Here is a real world example: Fixed point multiplies on old compilers.
These don't only come handy on devices without floating point, they shine when it comes to precision as they give you 32 bits of precision with a predictable error (float only has 23 bit and it's harder to predict precision loss). i.e. uniform absolute precision over the entire range, instead of close-to-uniform relative precision (float
).
Modern compilers optimize this fixed-point example nicely, so for more modern examples that still need compiler-specific code, see
C doesn't have a full-multiplication operator (2N-bit result from N-bit inputs). The usual way to express it in C is to cast the inputs to the wider type and hope the compiler recognizes that the upper bits of the inputs aren't interesting:
// on a 32-bit machine, int can hold 32-bit fixed-point integers.
int inline FixedPointMul (int a, int b)
{
long long a_long = a; // cast to 64 bit.
long long product = a_long * b; // perform multiplication
return (int) (product >> 16); // shift by the fixed point bias
}
The problem with this code is that we do something that can't be directly expressed in the C-language. We want to multiply two 32 bit numbers and get a 64 bit result of which we return the middle 32 bit. However, in C this multiply does not exist. All you can do is to promote the integers to 64 bit and do a 64*64 = 64 multiply.
x86 (and ARM, MIPS and others) can however do the multiply in a single instruction. Some compilers used to ignore this fact and generate code that calls a runtime library function to do the multiply. The shift by 16 is also often done by a library routine (also the x86 can do such shifts).
So we're left with one or two library calls just for a multiply. This has serious consequences. Not only is the shift slower, registers must be preserved across the function calls and it does not help inlining and code-unrolling either.
If you rewrite the same code in (inline) assembler you can gain a significant speed boost.
In addition to this: using ASM is not the best way to solve the problem. Most compilers allow you to use some assembler instructions in intrinsic form if you can't express them in C. The VS.NET2008 compiler for example exposes the 32*32=64 bit mul as __emul and the 64 bit shift as __ll_rshift.
Using intrinsics you can rewrite the function in a way that the C-compiler has a chance to understand what's going on. This allows the code to be inlined, register allocated, common subexpression elimination and constant propagation can be done as well. You'll get a huge performance improvement over the hand-written assembler code that way.

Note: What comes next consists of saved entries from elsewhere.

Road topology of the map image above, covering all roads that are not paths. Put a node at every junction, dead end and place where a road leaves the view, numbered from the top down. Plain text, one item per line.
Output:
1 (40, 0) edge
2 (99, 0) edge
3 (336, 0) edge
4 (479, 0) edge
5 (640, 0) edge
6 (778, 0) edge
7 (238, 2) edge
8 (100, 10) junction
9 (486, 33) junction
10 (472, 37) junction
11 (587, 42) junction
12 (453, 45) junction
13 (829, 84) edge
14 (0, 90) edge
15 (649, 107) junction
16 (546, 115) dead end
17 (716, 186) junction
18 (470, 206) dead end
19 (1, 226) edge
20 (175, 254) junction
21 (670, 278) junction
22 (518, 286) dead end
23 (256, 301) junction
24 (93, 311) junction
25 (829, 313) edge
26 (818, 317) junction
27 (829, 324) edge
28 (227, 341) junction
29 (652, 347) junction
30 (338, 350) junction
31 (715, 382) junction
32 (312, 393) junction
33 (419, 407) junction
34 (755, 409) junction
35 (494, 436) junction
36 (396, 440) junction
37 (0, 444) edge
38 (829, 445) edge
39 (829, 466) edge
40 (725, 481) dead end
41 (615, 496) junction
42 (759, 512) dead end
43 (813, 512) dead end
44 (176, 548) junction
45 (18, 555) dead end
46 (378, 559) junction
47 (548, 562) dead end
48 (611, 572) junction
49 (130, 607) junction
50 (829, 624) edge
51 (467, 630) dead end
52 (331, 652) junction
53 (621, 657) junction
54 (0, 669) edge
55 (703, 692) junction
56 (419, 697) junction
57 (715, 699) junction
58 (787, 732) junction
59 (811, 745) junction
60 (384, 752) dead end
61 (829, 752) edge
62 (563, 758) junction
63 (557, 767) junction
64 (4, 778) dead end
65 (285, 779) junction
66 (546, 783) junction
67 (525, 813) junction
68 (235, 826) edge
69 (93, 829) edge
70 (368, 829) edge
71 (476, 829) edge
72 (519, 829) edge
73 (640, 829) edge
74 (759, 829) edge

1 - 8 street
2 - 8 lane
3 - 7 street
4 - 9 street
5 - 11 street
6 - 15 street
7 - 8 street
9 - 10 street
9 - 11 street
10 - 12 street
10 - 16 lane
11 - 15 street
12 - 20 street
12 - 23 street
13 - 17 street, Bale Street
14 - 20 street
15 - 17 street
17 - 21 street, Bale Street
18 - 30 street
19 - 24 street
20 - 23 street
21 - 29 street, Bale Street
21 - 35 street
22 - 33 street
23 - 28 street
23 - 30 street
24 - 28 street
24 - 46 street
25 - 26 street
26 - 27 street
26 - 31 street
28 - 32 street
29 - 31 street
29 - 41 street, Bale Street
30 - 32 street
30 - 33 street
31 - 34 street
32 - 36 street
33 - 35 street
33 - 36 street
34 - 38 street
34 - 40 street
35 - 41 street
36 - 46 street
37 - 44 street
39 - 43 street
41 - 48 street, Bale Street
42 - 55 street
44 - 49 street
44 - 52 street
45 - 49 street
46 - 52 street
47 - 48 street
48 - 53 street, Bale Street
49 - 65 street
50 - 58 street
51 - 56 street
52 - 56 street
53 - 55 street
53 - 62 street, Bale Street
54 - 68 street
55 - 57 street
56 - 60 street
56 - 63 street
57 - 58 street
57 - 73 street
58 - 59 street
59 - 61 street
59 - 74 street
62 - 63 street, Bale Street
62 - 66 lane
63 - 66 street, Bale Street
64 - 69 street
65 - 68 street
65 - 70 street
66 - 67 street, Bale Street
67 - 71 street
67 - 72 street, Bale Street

For reference: The end-result for the fixed-point mul for the VS.NET compiler is:
int inline FixedPointMul (int a, int b)
{
return (int) __ll_rshift(__emul(a,b),16);
}
The performance difference of fixed point divides is even bigger. I had improvements up to factor 10 for division heavy fixed point code by writing a couple of asm-lines.
Using Visual C++ 2013 gives the same assembly code for both ways.
gcc4.1 from 2007 also optimizes the pure C version nicely. (The Godbolt compiler explorer doesn't have any earlier versions of gcc installed, but presumably even older GCC versions could do this without intrinsics.)
See source + asm for x86 (32-bit) and ARM on the Godbolt compiler explorer. (Unfortunately it doesn't have any compilers old enough to produce bad code from the simple pure C version.)
Modern CPUs can do things C doesn't have operators for at all, like popcnt
or bit-scan to find the first or last set bit. (POSIX has a ffs()
function, but its semantics don't match x86 bsf
/ bsr
. See https://en.wikipedia.org/wiki/Find_first_set).
Some compilers can sometimes recognize a loop that counts the number of set bits in an integer and compile it to a popcnt
instruction (if enabled at compile time), but it's much more reliable to use __builtin_popcnt
in GNU C, or on x86 if you're only targeting hardware with SSE4.2: _mm_popcnt_u32
from <immintrin.h>
.
Or in C++, assign to a std::bitset<32>
and use .count()
. (This is a case where the language has found a way to portably expose an optimized implementation of popcount through the standard library, in a way that will always compile to something correct, and can take advantage of whatever the target supports.) See also https://en.wikipedia.org/wiki/Hamming_weight#Language_support.
Similarly, ntohl
can compile to bswap
(x86 32-bit byte swap for endian conversion) on some C implementations that have it.
Another major area for intrinsics or hand-written asm is manual vectorization with SIMD instructions. Compilers are not bad with simple loops like dst[i] += src[i] * 10.0;
, but often do badly or don't auto-vectorize at all when things get more complicated. For example, you're unlikely to get anything like How to implement atoi using SIMD? generated automatically by the compiler from scalar code.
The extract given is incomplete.